The valuation_coefficient(n, k) is in effect defined by the valuation method, and allows for almost arbitrary combinations of semi-value and sampler. By subclassing one can also switch off the coefficients when indicated. We provide dedicated classes that do so for the most common combinations, like TMCShapleyValuation or MSRBanzhafValuation. If you check the code you will see that they are in fact little more than thin wrappers.

Uniform sampling

We begin by rewriting the combinatorial definition of Shapley value:

\[ \begin{eqnarray*} v_{\operatorname{sh}} (i) & = & \sum_{S \subseteq D_{- i}} \frac{1}{n} \binom{n - 1}{| S |}^{- 1} [U (S_{+ i}) - U (S)],\\\ & = & \sum_{S \subseteq D_{- i}} w_{\operatorname{sh}} (| S |) \Delta_i (S), \end{eqnarray*} \]

where \(w_{\operatorname{sh}} (| S |) = \frac{1}{n} \binom{n - 1}{| S |}^{- 1}\) is the Shapley weight and \(\Delta_i (S) := U (S_{+ i}) - U (S)\) the marginal utility. The naive Monte Carlo approximation is then to sample \(S_{j} \sim \mathcal{U} (D_{- i})\) and let

\[ \begin{equation} \hat{v}_{\operatorname{sh}, \operatorname{unif}} (i) = \frac{1}{M} \sum_{j = 1}^M w_{\operatorname{sh}} (| S_{j} |) \Delta_i (S_{j}) \label{mc-shapley}\tag{1} \end{equation} \]

However, as the number of samples \(M\) grows:

\[ \begin{eqnarray*} \hat{v}_{\operatorname{sh}, \operatorname{unif}} (i) & \underset{M \rightarrow \infty}{\longrightarrow} & \underset{S \sim \mathcal{U} (D_{- i})}{\mathbb{E}} [w_{\operatorname{sh}} (| S |) \Delta_i (S)]\\\ & = & \sum_{S \subseteq D_{- i}} w_{\operatorname{sh}} (k) \Delta_i (S) p_{\mathcal{U}} (S), \end{eqnarray*} \]

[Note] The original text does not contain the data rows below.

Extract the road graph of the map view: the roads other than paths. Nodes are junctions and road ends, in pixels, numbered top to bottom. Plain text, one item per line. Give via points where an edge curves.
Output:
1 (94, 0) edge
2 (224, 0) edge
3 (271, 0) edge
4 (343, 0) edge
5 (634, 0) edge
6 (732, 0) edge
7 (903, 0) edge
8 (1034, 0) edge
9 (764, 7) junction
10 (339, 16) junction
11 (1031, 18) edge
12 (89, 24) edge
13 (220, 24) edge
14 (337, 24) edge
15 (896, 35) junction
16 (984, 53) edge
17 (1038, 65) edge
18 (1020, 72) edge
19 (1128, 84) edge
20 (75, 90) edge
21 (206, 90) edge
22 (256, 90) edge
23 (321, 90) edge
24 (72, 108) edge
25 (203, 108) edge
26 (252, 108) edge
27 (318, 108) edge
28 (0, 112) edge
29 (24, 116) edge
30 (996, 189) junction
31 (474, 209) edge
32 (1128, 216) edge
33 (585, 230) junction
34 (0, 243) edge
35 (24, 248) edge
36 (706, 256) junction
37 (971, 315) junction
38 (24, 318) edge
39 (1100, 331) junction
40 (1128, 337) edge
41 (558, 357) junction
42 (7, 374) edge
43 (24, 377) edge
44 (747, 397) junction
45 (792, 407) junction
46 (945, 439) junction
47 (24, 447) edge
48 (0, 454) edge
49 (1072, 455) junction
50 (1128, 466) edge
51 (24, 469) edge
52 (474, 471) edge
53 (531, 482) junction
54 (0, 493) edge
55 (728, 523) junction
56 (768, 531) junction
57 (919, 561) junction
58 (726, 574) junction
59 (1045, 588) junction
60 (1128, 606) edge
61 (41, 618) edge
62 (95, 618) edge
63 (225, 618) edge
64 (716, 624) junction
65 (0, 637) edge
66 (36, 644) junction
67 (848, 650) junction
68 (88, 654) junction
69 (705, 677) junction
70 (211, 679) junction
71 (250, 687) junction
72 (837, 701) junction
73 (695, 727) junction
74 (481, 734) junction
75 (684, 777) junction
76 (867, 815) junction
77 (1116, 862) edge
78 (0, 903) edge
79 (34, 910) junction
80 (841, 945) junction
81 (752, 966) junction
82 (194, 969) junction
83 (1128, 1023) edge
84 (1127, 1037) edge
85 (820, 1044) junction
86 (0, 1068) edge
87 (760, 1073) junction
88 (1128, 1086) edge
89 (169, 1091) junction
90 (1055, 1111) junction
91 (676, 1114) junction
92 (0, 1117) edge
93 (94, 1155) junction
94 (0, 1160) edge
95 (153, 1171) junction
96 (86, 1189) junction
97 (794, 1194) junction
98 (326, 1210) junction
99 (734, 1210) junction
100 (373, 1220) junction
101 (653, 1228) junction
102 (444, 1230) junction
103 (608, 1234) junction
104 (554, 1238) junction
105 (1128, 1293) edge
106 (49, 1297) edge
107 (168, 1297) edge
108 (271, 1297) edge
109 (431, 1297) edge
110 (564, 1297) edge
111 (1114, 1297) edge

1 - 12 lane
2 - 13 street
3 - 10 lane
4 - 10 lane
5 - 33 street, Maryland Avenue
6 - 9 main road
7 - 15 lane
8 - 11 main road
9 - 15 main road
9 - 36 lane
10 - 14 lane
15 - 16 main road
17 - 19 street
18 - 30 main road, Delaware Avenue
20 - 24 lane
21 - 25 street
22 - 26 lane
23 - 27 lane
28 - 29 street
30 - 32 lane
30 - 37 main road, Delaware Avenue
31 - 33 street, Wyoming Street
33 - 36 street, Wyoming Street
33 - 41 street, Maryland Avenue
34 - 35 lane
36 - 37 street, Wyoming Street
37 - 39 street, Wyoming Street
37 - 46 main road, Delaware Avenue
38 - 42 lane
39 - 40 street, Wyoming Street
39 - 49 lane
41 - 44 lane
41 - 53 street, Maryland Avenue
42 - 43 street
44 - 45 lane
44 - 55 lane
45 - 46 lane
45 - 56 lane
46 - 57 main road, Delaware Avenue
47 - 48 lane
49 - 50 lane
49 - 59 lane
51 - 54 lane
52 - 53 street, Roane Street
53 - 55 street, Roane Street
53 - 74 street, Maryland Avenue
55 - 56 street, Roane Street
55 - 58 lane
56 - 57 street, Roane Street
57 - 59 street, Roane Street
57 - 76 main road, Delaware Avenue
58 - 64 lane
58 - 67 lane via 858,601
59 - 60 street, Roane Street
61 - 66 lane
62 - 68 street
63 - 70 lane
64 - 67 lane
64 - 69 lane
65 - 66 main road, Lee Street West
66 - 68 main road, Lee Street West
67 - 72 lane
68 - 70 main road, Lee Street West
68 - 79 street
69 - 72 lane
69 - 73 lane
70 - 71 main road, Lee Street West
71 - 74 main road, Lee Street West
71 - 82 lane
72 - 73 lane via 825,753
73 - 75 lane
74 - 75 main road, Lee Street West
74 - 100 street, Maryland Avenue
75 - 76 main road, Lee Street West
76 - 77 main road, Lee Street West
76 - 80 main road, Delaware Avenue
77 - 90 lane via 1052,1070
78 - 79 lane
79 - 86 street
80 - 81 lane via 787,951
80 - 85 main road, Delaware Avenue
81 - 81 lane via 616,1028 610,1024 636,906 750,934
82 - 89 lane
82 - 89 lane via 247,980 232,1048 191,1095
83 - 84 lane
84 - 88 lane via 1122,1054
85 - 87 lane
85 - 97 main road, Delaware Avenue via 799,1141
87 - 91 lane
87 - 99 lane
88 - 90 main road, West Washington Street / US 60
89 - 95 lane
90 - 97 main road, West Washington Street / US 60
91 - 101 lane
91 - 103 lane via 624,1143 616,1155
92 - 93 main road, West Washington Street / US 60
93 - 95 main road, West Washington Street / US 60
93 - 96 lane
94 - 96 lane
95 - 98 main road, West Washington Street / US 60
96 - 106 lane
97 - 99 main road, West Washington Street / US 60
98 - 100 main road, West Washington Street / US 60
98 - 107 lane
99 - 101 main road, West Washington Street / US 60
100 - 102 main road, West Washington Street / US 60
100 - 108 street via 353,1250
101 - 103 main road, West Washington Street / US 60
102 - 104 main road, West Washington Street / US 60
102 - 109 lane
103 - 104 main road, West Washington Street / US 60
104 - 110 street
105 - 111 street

where \(p_{\mathcal{U}} (S) = \frac{1}{2^{n - 1}}\) is the probability of sampling a set \(S\) under the uniform distribution \(\mathcal{U} (D_{- i}).\) Now, note how this is not exactly what we need, so we must account for it by introducing an additional coefficient in the Monte Carlo sums. We can call this coefficient

\[ w_{\operatorname{unif}} (S) \equiv 2^{n - 1} . \]

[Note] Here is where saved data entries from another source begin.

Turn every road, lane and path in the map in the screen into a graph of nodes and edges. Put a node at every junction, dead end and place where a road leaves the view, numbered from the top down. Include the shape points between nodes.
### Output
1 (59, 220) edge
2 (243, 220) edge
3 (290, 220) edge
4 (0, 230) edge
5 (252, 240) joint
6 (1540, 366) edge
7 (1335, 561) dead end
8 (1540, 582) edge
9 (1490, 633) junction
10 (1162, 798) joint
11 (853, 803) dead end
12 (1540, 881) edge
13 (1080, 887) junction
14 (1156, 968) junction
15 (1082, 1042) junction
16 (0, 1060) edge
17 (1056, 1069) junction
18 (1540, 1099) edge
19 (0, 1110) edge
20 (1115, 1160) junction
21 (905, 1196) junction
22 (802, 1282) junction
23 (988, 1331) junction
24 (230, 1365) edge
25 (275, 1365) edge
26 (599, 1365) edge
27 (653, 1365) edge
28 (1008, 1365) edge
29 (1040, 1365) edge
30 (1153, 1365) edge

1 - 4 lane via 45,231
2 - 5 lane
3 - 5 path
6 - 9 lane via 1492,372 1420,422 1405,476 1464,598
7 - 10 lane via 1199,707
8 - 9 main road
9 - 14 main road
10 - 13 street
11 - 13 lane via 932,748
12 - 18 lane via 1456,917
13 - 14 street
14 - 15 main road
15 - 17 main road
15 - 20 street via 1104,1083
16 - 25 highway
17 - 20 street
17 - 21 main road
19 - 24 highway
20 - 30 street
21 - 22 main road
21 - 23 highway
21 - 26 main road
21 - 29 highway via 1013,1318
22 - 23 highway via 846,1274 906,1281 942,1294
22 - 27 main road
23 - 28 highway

The product \(w_{\operatorname{unif}} (S) w_{\operatorname{sh}} (S)\) is the valuation_coefficient(n, k) in the code above. Because of how samplers work the coefficients only depend on the size \(k = | S |\) of the subsets, and it will always be the inverse of the probability of a set \(S,\) given that it has size \(k.\)

At every step of the MC algorithm we do the following:

Monte Carlo Shapley Update

  1. sample \(S_{j} \sim \mathcal{U} (D_{- i}),\) let \(k = | S_{j} |\)
  2. compute the marginal \(\Delta_i (S_{j})\)
  3. compute the product of coefficients for the sampler and the method: \(w_{\operatorname{unif}} (k) w_{\operatorname{sh}} (k)\)
  4. update the running average for \(\hat{v}_{\operatorname{unif}, \operatorname{sh}}\)

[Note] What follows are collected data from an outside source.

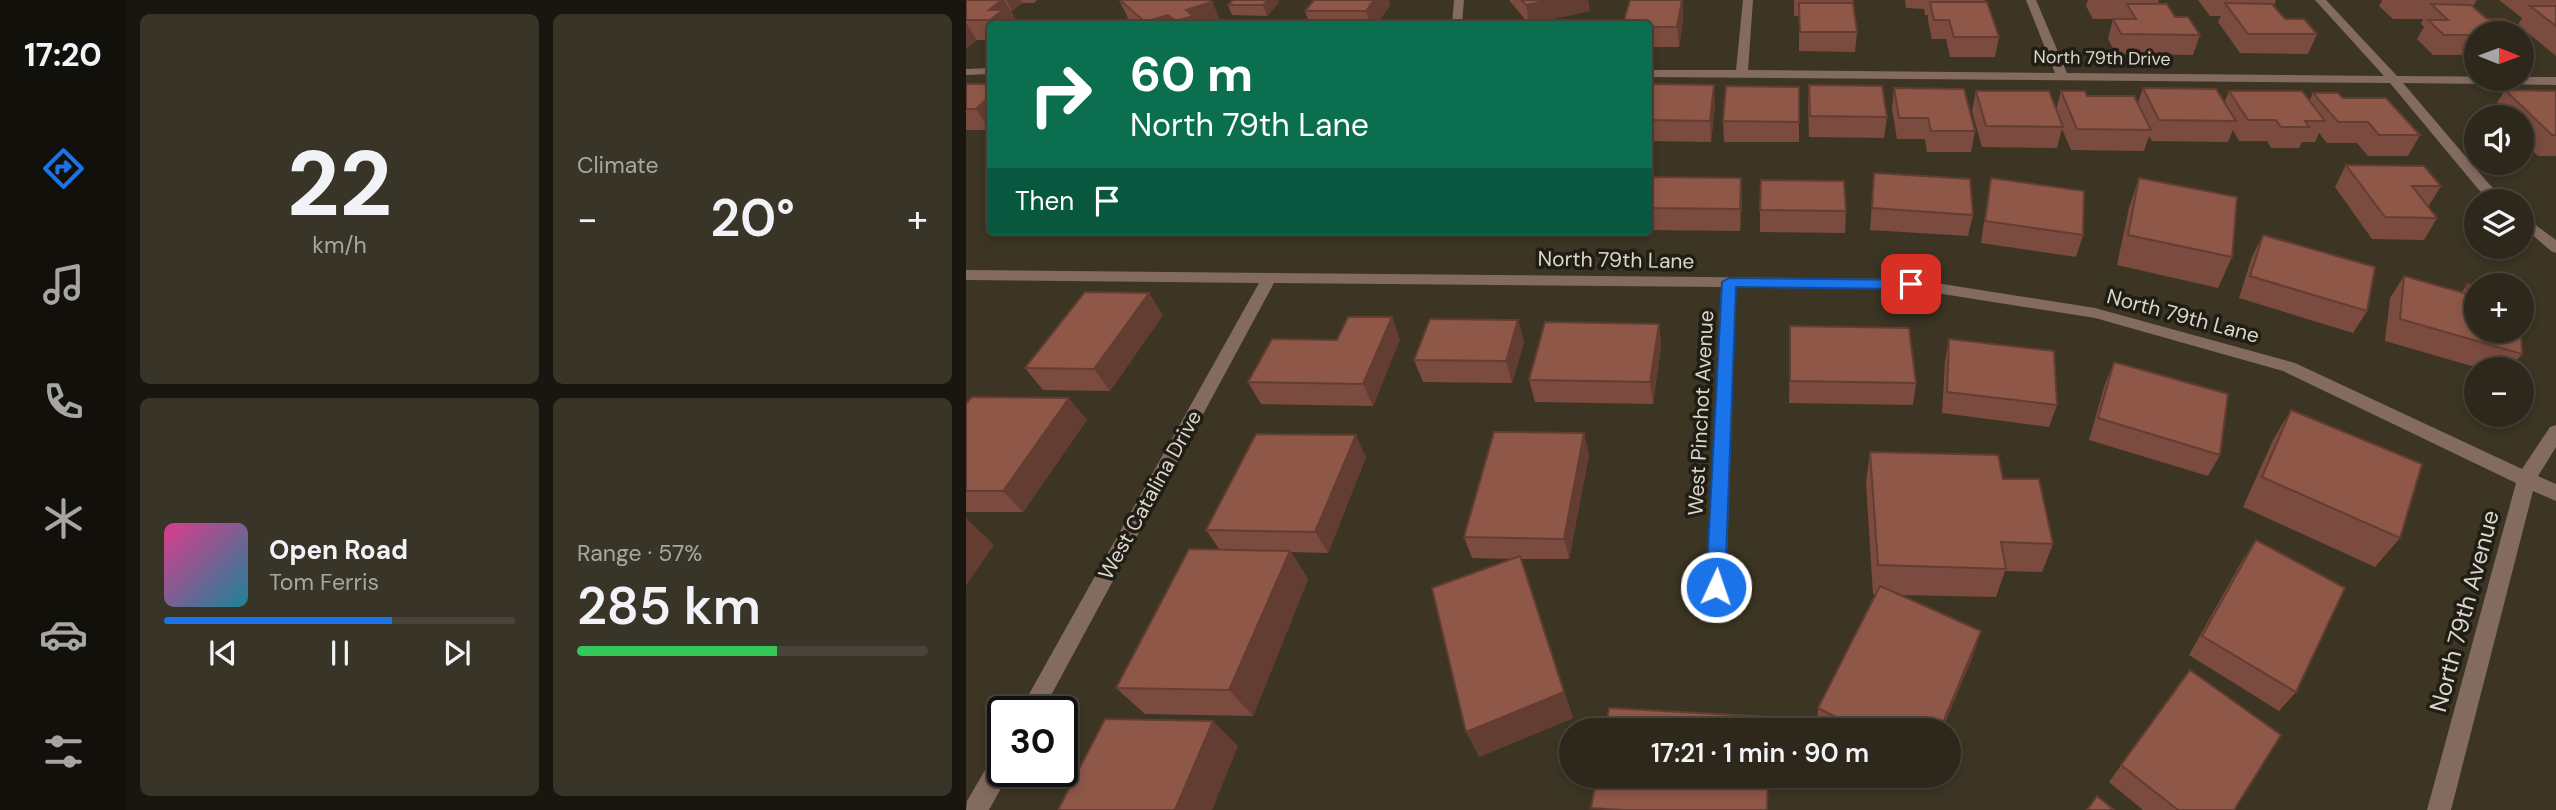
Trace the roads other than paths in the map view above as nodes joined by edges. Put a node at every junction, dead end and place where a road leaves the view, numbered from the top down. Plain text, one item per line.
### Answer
1 (1460, 0) edge
2 (1748, 0) edge
3 (2031, 0) edge
4 (2320, 0) edge
5 (1457, 21) edge
6 (987, 71) edge
7 (966, 72) edge
8 (1742, 72) junction
9 (1652, 73) edge
10 (2062, 75) junction
11 (2394, 80) junction
12 (2556, 81) edge
13 (2486, 189) edge
14 (2534, 229) edge
15 (2556, 248) edge
16 (966, 275) edge
17 (1270, 277) junction
18 (1729, 282) junction
19 (2556, 432) edge
20 (2527, 477) junction
21 (2556, 492) edge
22 (1716, 587) dead end
23 (1039, 696) edge
24 (989, 787) edge
25 (976, 810) edge
26 (2438, 810) edge

1 - 5 street
2 - 8 street
3 - 10 street
4 - 11 street
6 - 7 street
8 - 9 street, North 79th Drive
8 - 10 street, North 79th Drive
10 - 11 street, North 79th Drive
11 - 12 street, North 79th Drive
11 - 13 street
14 - 15 street
16 - 17 street, North 79th Lane
17 - 18 street, North 79th Lane
17 - 23 street, West Catalina Drive
18 - 20 street, North 79th Lane
18 - 22 street, West Pinchot Avenue
19 - 20 street, North 79th Avenue
20 - 21 street, North 79th Lane
20 - 26 street, North 79th Avenue
24 - 25 street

Picking a different distribution

In our correction above, we compute

\[ w_{\operatorname{unif}} (k) w_{\operatorname{sh}} (k) = \frac{2^{n - 1}}{n} \binom{n - 1}{k}^{- 1}, \]

for every set size \(k.\) Even for moderately large values of \(n\) and \(k\) these are huge numbers that will introduce errors in the computation. One way of alleviating the problem that is employed in pyDVL is to perform all computations in log space and use the log-sum-exp trick for numerical stability.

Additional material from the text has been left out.